For this week’s issue of our It's Not True newsletter we spoke with Dr Rakoen Maertens, from the University of Cambridge's Department of Psychology and lead author of the Misinformation Susceptibility Test (MIST), a quick 20-point quiz that indicates how vulnerable a person is to misinformation. Participants in the test are asked to rate 20 news headlines – 10 real and 10 fake – presented in a randomized order. In our interview, Dr Maertens also talks about the challenges that AI poses to the fight against misinformation and his opinion on the effectiveness of psychological inoculation and debunking.
A test that measures misinformation susceptibility
How did the idea to develop the Misinformation Susceptibility Test (MIST) come about?
When I started doing research on the psychology of misinformation in 2018 I was surprised to see that researchers and practitioners kept creating new tests and measures of misinformation susceptibility with no or very limited validation.
This means that researchers could not really be sure of what exactly they were measuring, and they might have been measuring different things with each test. When discussing this with Dr Friedrich Götz (Assistant Professor at the University of British Columbia) – a good friend and colleague with expertise in test development – we decided to develop a short, validated, reliable, and easy-to-use psychological test to solve this problem.
What are some potential applications of the MIST in the real world, and how can this tool help fight misinformation?
The MIST could help identify in which places, regions, networks, or schools, people are on average more susceptible than in other places.
This could help inform policy makers and organisations on where we need to invest in better media literacy skills or where dangerous misinformation could spread more quickly, and help us to learn from the groups who are particularly resilient. Similarly, it can help to evaluate whether an intervention had an effect on general susceptibility. The MIST can also be used as a predictor for other outcomes. We looked at for example vaccine uptake, and found that the MIST was a strong predictor on top of other predictors. The MIST is also a useful tool to educate people and test your own skills.
The first survey to use the MIST, published at the end of June by YouGov, showed that, contrary to common belief, younger adults are worse than older adults at identifying false headlines. How do you interpret this data?
In research on the psychology of misinformation we often find conflicting results in terms of age and susceptibility to misinformation.
There are various explanations to these conflicting findings. One reason could be that it depends on the type of information: older people may be worse at detecting a manipulated image for example, but may be less impressed by polarising language. We also need to take into account a potential confound: is it younger people who are more susceptible (i.e., age-based), or is it the new generation that is more susceptible (i.e., generational shift)? The susceptibility could come, for example, from a shift to news consumption from social media. If the majority of your news comes from Snapchat and TikTok, your view on the world and what is considered a nuanced perspective can be distorted. We also know that many social media websites use algorithms that promote engaging, emotional, and entertaining content, which is typically negatively correlated with accuracy and nuance.
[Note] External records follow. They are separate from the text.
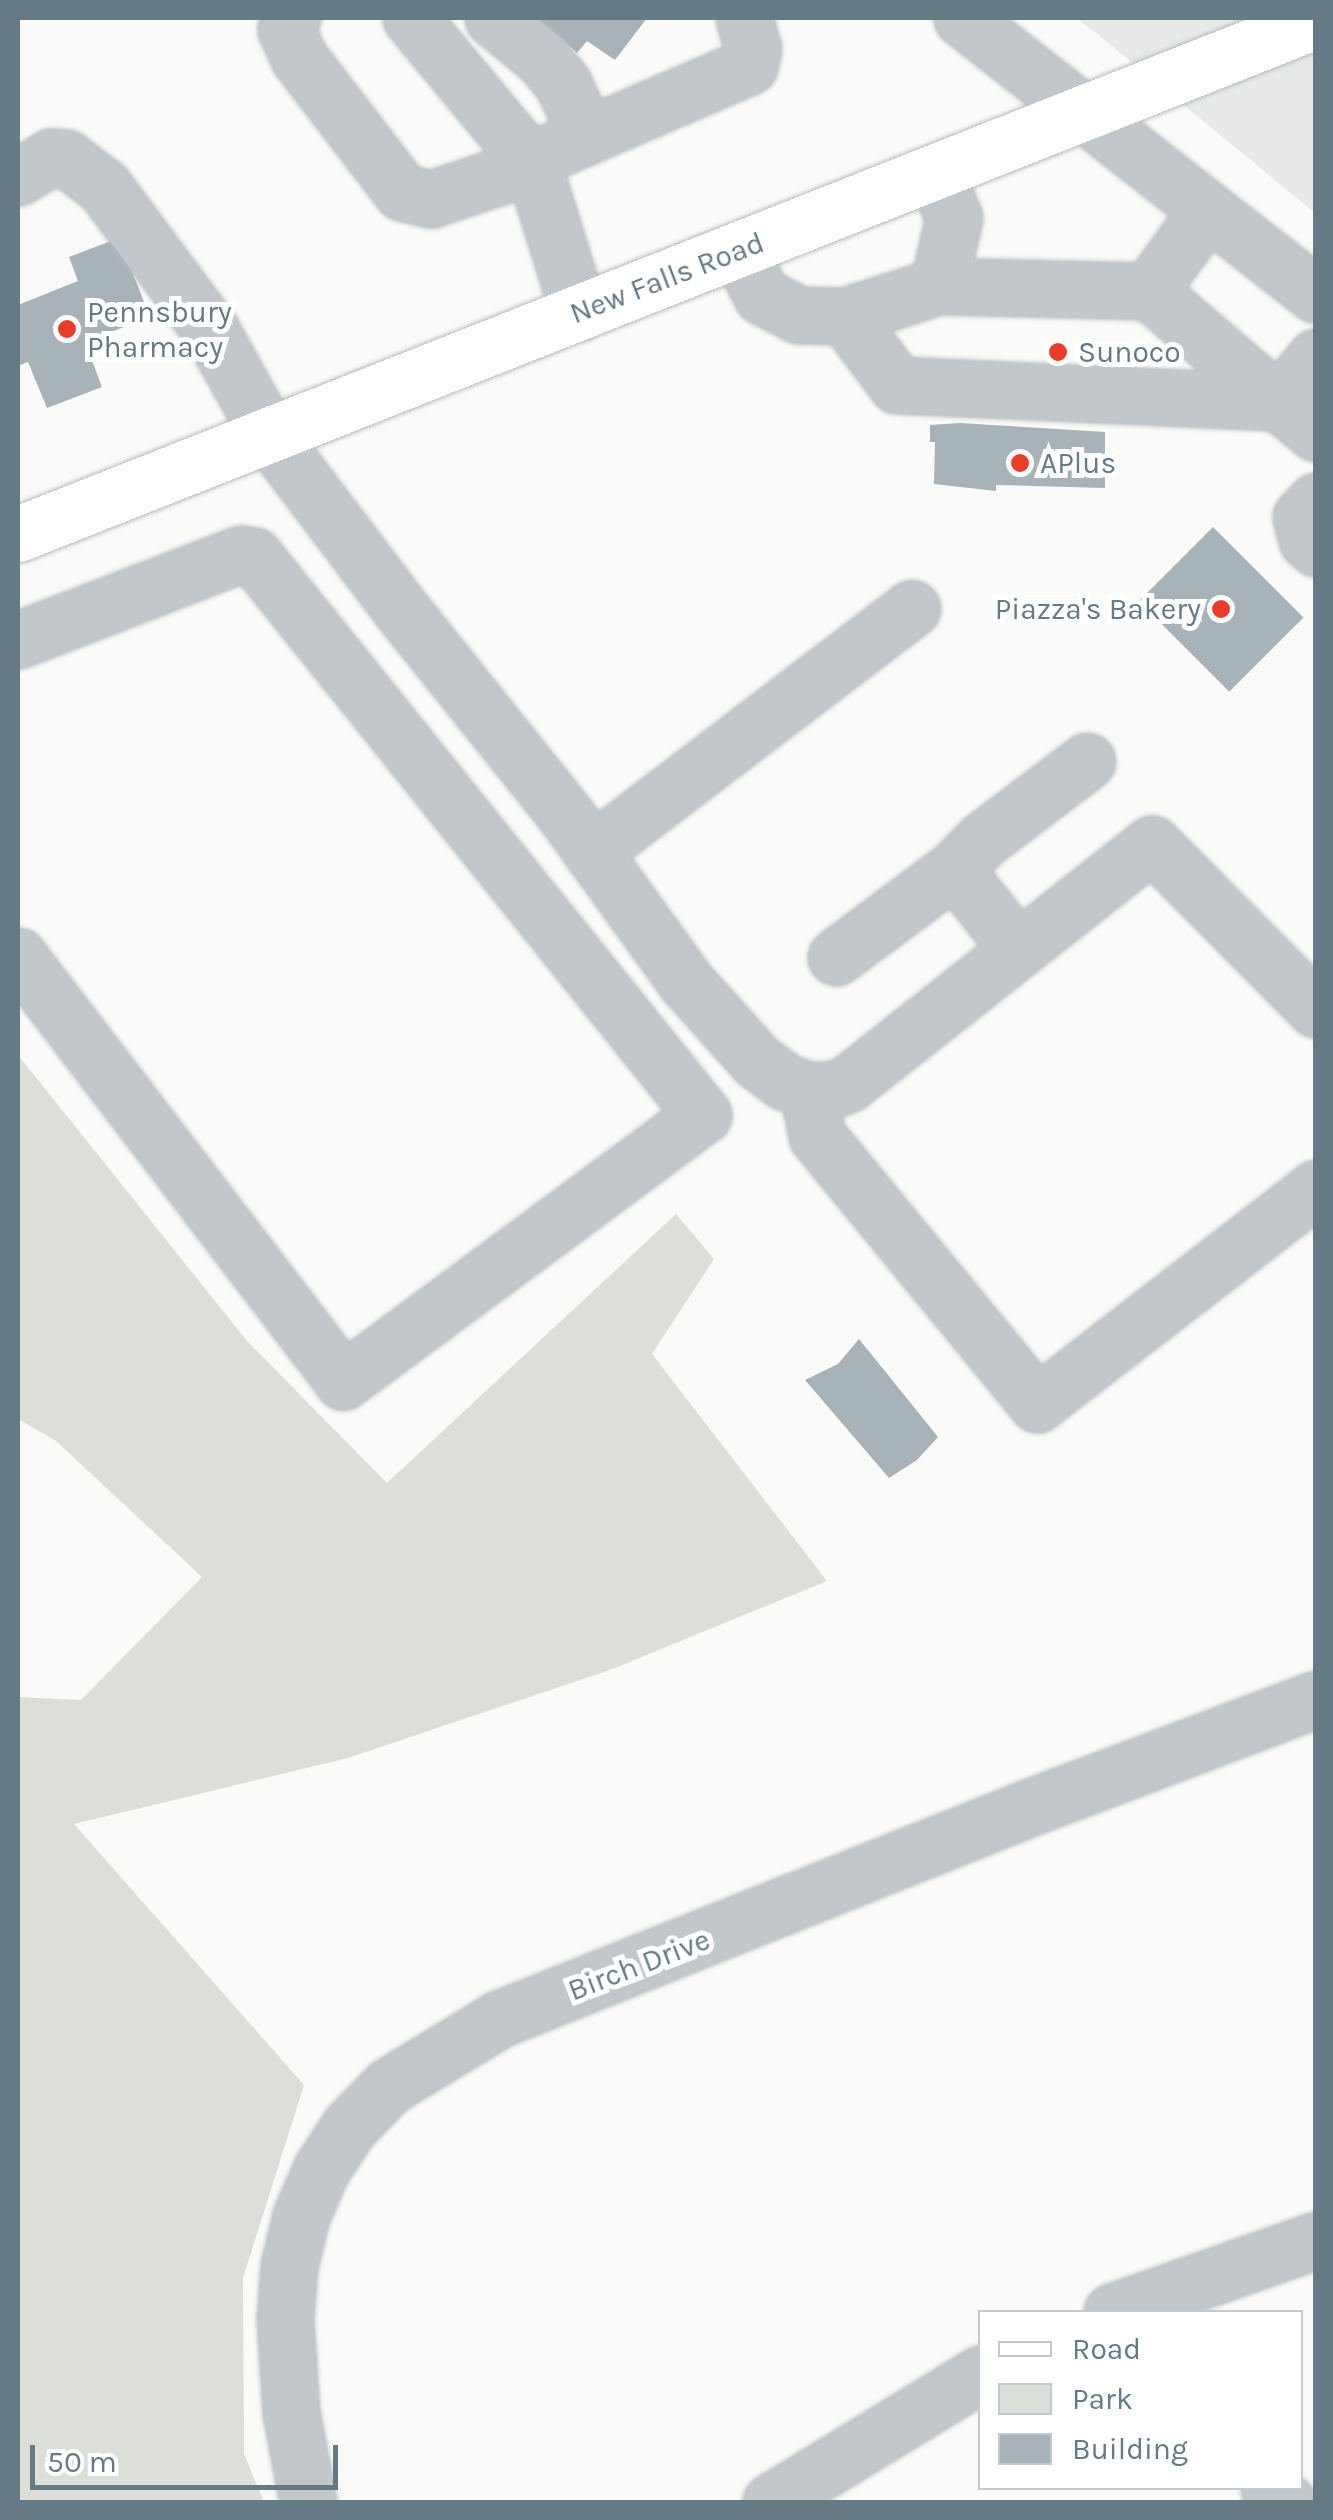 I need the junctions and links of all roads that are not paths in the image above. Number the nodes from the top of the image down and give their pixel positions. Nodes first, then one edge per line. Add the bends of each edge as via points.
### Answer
1 (292, 18) edge
2 (411, 18) edge
3 (493, 18) edge
4 (744, 18) edge
5 (962, 18) edge
6 (1316, 21) edge
7 (1084, 114) junction
8 (587, 135) junction
9 (534, 165) junction
10 (936, 172) junction
11 (18, 177) edge
12 (1207, 211) junction
13 (738, 250) junction
14 (938, 286) junction
15 (1148, 291) junction
16 (1316, 295) edge
17 (579, 313) junction
18 (844, 316) junction
19 (1316, 357) edge
20 (1297, 418) edge
21 (269, 434) junction
22 (1316, 502) edge
23 (18, 534) edge
24 (1316, 548) edge
25 (912, 608) dead end
26 (18, 640) edge
27 (455, 677) junction
28 (385, 719) junction
29 (1087, 761) dead end
30 (592, 852) junction
31 (954, 869) junction
32 (1018, 949) junction
33 (18, 956) edge
34 (836, 956) dead end
35 (1316, 1010) edge
36 (808, 1090) junction
37 (1316, 1188) edge
38 (1315, 1700) edge
39 (1316, 2240) edge
40 (1168, 2303) edge
41 (1124, 2310) edge
42 (978, 2375) edge
43 (308, 2502) edge
44 (771, 2502) edge

1 - 9 street via 286,29 298,58 402,192 431,200
2 - 9 street
3 - 8 street via 543,59
4 - 8 street via 754,49 749,66
5 - 7 street
6 - 7 main road, New Falls Road
7 - 10 main road, New Falls Road
7 - 12 street
8 - 9 street
9 - 17 street
10 - 13 main road, New Falls Road
10 - 14 street via 954,218
11 - 21 street via 51,157 66,158 104,187 211,332
12 - 15 street
12 - 16 street
13 - 17 main road, New Falls Road
13 - 18 street via 762,296 798,315
14 - 15 street
14 - 18 street
15 - 20 street
17 - 21 main road, New Falls Road
18 - 20 street via 897,386
19 - 20 street
21 - 23 main road, New Falls Road
21 - 27 street
22 - 24 street via 1301,517 1306,540
25 - 30 street
26 - 28 street via 241,554 254,556
27 - 28 street
27 - 30 street
28 - 33 street via 704,1115 342,1381
29 - 31 street
30 - 36 street via 686,982 757,1061
31 - 32 street
31 - 34 street
32 - 35 street via 1152,844
32 - 36 street via 849,1082
36 - 37 street via 817,1136 1036,1404
38 - 43 street, Birch Drive via 499,2019 389,2086 349,2127 321,2170 289,2266 290,2412
39 - 40 street
40 - 41 street
42 - 44 street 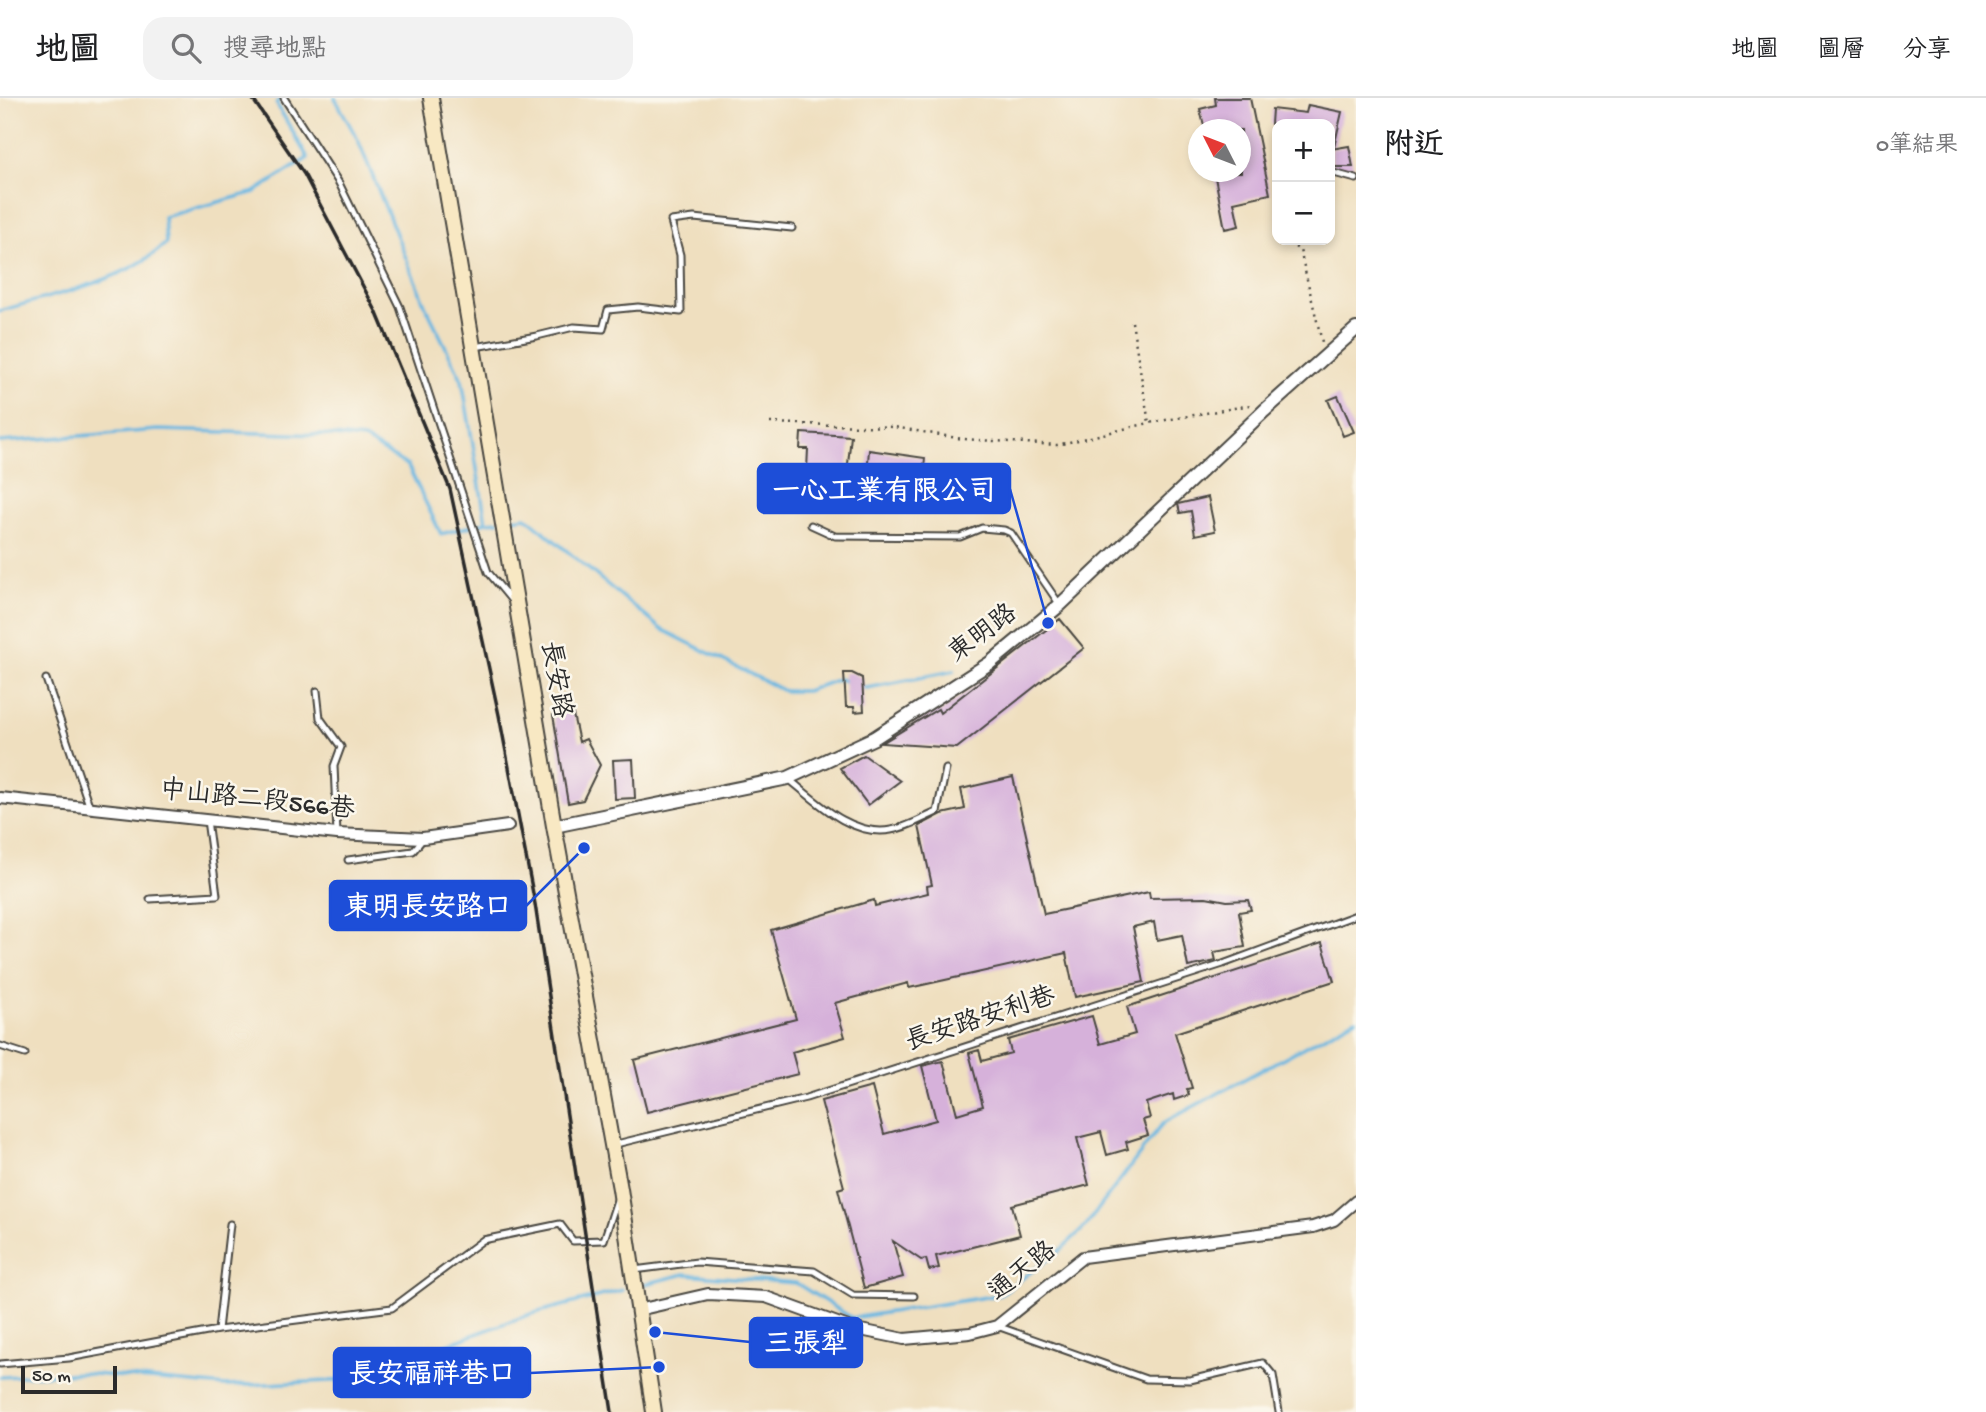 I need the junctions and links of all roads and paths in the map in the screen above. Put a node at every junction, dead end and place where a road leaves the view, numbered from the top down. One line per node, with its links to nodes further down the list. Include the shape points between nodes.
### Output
1 (284, 98): 16 (lane, via 338,183 400,307 488,572)
2 (431, 98): 9 (main road, 長安路)
3 (1335, 174): 4 (lane)
4 (1356, 179)
5 (792, 228): 9 (lane, via 694,218 671,221 680,255 681,312 638,307 608,310 603,329 573,327)
6 (1292, 245): 10 (path, via 1300,250)
7 (1132, 322): 13 (path)
8 (1356, 329): 10 (street, 東明路)
9 (472, 347): 16 (main road, 長安路)
10 (1325, 355): 11 (street, 東明路)
11 (1264, 411): 13 (path, via 1251,405); 15 (street, 東明路)
12 (771, 423): 13 (path, via 894,426 963,439 1057,445)
13 (1149, 423)
14 (811, 524): 15 (lane, via 835,536 960,537 982,528 1004,530)
15 (1060, 605): 20 (street, 東明路, via 990,663 874,738)
16 (517, 606): 25 (main road, 長安路)
17 (46, 679): 22 (lane)
18 (317, 691): 26 (lane, via 320,718 341,747 334,766)
19 (946, 769): 20 (lane, via 937,812 890,831 857,827 836,817)
20 (788, 778): 25 (street, 東明路)
21 (0, 798): 22 (street, 中山路二段566巷)
22 (90, 808): 23 (street, 中山路二段566巷)
23 (206, 820): 26 (street, 中山路二段566巷); 29 (lane, via 217,895)
24 (509, 826): 27 (street, 中山路二段566巷)
25 (554, 826): 33 (main road, 長安路)
26 (337, 834): 27 (street, 中山路二段566巷)
27 (423, 838): 28 (lane, via 413,851)
28 (348, 860)
29 (150, 899)
30 (1356, 915): 33 (lane, 長安路安利巷, via 1223,964 806,1098)
31 (0, 1046): 32 (lane)
32 (25, 1054)
33 (612, 1145): 34 (main road, 長安路)
34 (620, 1189): 37 (main road, 長安路); 41 (lane, via 604,1240 573,1241 560,1224 483,1240 392,1308)
35 (1356, 1200): 40 (street, 通天路, via 1334,1220 1313,1227 1083,1257)
36 (230, 1224): 41 (lane)
37 (631, 1270): 38 (lane, via 697,1262 814,1271 853,1295); 39 (main road)
38 (914, 1296)
39 (638, 1310): 40 (street, 通天路, via 708,1294 766,1297 851,1328 904,1339); 43 (main road)
40 (998, 1326): 44 (lane, via 1146,1379 1190,1380 1263,1363 1273,1374)
41 (219, 1330): 42 (lane, via 69,1358)
42 (0, 1364)
43 (654, 1412)
44 (1279, 1412)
That being said, I think the final word has not been said on this, and we need to investigate this more systematically. For me, this survey opens more questions than it answers, and that's a good thing.
New challenges imposed by AI chatbots
Your team turned to ChatGPT to create the convincing false headlines present in the test. How do you think the misinformation landscape changes with these new AI chatbots?
The misinformation landscape is changing significantly. The false headlines generated for the MIST were based on GPT-2, released in 2019. With the GPT-2 we managed to generate thousands of credible but false headlines in seconds. The current version of ChatGPT, released this year, is based on GPT-4.
The capabilities of generative AI are beyond just headlines: it can not only generate credible photos, but even entire fake (news) websites, fake scientific articles, and fake sources. In other words, it is likely that we will be more and more flooded with misinformation generated by AI, and this could pose significant new challenges.
Psychological inoculation and debunking
Much of the effort to combat misinformation today is focused on debunking false narratives. Do you think the idea of psychological inoculation against misinformation, using techniques such as prebunking, can be more effective?
Misinformation is a complex issue that requires a multi-layered defence system. Prebunking is excellent because it protects people against misinformation they have not seen before, therefore helping them not to fall into the trap.
Once the damage is done, it can often be hard to undo it. We therefore have developed a variety of inoculation interventions that teach people how to detect the underlying techniques common in misinformation via videos, games, and messages. However, debunking, if done effectively (see the Debunking Handbook 2020 for more information on how to do this), can be very effective as well. So instead of asking the question whether one is better than the other, it is rather a question of where we are on the timeline: we protect using inoculation, but if we fail, we debunk. In addition, a good debunking message should also inoculate against future misinformation.